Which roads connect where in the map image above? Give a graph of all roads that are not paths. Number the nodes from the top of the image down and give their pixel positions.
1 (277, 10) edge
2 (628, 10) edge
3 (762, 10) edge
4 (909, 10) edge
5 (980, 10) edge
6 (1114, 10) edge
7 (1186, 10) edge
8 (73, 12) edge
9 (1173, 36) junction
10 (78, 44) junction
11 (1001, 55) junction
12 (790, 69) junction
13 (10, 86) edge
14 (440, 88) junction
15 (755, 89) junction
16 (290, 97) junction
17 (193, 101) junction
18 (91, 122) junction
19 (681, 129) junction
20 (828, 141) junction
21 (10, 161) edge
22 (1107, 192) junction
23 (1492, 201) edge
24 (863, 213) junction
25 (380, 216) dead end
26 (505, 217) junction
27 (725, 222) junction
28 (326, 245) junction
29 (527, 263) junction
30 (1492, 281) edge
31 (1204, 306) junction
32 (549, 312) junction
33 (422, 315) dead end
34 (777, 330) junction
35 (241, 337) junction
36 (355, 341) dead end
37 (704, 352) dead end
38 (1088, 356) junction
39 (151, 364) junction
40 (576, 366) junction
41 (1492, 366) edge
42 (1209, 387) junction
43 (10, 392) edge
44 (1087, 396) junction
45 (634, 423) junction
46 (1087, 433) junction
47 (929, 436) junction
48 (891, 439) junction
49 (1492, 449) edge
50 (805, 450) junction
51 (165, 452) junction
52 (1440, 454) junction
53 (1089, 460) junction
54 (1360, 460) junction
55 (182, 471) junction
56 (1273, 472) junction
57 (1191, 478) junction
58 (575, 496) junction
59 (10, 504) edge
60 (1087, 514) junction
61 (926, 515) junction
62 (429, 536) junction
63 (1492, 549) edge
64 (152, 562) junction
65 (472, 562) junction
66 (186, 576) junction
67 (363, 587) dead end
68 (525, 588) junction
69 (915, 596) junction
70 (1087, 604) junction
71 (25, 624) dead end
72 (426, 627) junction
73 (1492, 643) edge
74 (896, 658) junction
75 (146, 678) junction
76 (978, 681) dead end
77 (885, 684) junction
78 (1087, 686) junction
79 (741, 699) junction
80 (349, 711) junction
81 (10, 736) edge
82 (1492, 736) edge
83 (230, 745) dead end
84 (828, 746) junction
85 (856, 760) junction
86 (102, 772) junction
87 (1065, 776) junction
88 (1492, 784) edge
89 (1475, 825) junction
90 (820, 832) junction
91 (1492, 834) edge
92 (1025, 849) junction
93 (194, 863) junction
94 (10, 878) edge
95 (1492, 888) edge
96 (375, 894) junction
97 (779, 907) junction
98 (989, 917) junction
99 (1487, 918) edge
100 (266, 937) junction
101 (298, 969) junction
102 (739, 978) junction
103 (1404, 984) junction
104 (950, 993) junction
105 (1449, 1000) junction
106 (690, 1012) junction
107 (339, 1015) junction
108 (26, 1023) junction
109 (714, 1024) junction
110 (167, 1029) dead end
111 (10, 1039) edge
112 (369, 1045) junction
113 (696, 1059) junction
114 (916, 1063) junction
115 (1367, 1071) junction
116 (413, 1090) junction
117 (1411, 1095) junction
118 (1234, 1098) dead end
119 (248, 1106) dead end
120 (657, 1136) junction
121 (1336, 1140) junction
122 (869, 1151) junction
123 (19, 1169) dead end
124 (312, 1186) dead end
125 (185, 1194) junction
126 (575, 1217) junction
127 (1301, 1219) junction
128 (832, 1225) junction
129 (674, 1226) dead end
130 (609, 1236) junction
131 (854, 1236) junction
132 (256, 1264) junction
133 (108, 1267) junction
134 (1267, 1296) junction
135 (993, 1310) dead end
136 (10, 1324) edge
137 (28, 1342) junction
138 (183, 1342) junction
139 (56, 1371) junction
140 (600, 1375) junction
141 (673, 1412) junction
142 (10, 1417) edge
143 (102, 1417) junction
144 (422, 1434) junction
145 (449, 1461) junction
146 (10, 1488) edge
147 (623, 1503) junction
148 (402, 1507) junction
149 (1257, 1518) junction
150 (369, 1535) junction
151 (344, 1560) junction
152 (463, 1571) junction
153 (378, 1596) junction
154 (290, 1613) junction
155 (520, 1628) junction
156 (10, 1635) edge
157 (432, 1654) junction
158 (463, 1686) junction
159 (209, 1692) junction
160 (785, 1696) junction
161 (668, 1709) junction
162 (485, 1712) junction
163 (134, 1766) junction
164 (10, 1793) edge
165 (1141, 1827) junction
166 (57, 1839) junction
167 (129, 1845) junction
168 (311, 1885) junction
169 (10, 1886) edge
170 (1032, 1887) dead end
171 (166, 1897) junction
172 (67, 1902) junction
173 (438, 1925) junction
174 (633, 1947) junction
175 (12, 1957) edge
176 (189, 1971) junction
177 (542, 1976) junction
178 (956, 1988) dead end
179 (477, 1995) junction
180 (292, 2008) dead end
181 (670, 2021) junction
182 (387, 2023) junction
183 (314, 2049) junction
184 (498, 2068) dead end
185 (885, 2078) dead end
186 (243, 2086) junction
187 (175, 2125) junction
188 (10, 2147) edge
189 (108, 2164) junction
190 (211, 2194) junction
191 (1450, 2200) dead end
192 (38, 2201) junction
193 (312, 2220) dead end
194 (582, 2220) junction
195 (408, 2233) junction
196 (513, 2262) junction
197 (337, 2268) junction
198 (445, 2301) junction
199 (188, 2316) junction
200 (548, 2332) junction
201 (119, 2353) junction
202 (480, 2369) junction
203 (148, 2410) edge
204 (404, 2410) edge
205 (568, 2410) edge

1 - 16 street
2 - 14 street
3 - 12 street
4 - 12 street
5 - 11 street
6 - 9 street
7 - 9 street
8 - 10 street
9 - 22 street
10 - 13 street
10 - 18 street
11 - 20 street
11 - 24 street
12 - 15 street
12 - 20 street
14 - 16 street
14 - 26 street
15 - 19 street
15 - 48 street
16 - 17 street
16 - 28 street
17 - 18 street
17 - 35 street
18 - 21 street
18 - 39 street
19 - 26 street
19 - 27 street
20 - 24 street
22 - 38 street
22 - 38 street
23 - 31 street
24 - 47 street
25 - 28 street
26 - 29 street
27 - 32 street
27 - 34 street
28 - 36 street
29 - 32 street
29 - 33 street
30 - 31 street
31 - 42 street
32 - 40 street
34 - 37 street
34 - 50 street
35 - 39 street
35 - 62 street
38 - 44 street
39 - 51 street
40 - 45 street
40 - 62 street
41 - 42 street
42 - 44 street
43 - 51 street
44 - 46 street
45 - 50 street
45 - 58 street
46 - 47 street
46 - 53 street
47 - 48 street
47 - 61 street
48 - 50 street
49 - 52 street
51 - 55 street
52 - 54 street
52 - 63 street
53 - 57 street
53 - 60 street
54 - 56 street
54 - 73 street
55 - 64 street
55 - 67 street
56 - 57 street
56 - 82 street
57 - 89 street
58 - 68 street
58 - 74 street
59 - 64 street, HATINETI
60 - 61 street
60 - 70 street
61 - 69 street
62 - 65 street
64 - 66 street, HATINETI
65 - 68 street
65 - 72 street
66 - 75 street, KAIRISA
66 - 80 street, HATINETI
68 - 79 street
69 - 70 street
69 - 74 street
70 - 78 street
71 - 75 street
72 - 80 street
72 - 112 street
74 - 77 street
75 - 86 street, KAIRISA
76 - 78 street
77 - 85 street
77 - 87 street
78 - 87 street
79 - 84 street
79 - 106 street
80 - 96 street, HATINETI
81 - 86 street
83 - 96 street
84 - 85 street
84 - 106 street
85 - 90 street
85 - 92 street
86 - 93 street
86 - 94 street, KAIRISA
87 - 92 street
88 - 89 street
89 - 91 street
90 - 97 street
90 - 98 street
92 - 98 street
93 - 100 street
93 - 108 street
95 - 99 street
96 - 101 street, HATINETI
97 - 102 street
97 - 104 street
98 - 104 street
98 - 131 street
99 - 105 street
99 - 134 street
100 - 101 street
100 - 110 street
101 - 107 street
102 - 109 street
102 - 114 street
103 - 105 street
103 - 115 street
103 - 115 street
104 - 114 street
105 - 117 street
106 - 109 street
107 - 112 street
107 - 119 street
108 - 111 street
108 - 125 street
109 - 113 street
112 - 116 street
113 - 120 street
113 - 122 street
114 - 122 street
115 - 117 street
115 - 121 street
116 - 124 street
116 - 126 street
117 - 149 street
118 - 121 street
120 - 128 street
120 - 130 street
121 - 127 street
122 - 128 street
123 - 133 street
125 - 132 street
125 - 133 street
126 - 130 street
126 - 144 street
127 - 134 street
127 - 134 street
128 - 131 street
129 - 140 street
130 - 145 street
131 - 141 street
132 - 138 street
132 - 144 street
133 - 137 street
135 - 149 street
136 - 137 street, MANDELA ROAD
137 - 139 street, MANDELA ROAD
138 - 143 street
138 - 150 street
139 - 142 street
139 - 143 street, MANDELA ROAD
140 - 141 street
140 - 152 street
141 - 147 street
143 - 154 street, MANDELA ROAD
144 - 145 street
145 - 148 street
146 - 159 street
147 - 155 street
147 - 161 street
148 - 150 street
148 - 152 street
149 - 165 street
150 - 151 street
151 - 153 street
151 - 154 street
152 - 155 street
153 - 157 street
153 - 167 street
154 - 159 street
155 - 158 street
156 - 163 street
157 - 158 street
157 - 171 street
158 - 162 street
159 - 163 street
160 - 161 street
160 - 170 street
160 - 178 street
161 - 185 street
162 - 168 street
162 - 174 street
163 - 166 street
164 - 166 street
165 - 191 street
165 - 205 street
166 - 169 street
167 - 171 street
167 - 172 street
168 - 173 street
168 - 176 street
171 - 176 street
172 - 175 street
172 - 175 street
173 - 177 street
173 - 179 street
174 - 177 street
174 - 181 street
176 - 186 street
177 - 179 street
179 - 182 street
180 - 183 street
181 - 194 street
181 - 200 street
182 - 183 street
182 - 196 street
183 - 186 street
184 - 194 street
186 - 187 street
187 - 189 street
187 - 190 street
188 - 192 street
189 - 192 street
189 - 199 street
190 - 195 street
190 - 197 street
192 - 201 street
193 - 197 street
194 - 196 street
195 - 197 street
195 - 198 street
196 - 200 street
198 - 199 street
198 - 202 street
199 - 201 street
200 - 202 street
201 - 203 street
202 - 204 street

════════

▶ What to work on: Go through the material line by line. Show each line that contains the string "MANDELA".

▶ Answer to this task:
136 - 137 street, MANDELA ROAD
137 - 139 street, MANDELA ROAD
139 - 143 street, MANDELA ROAD
143 - 154 street, MANDELA ROAD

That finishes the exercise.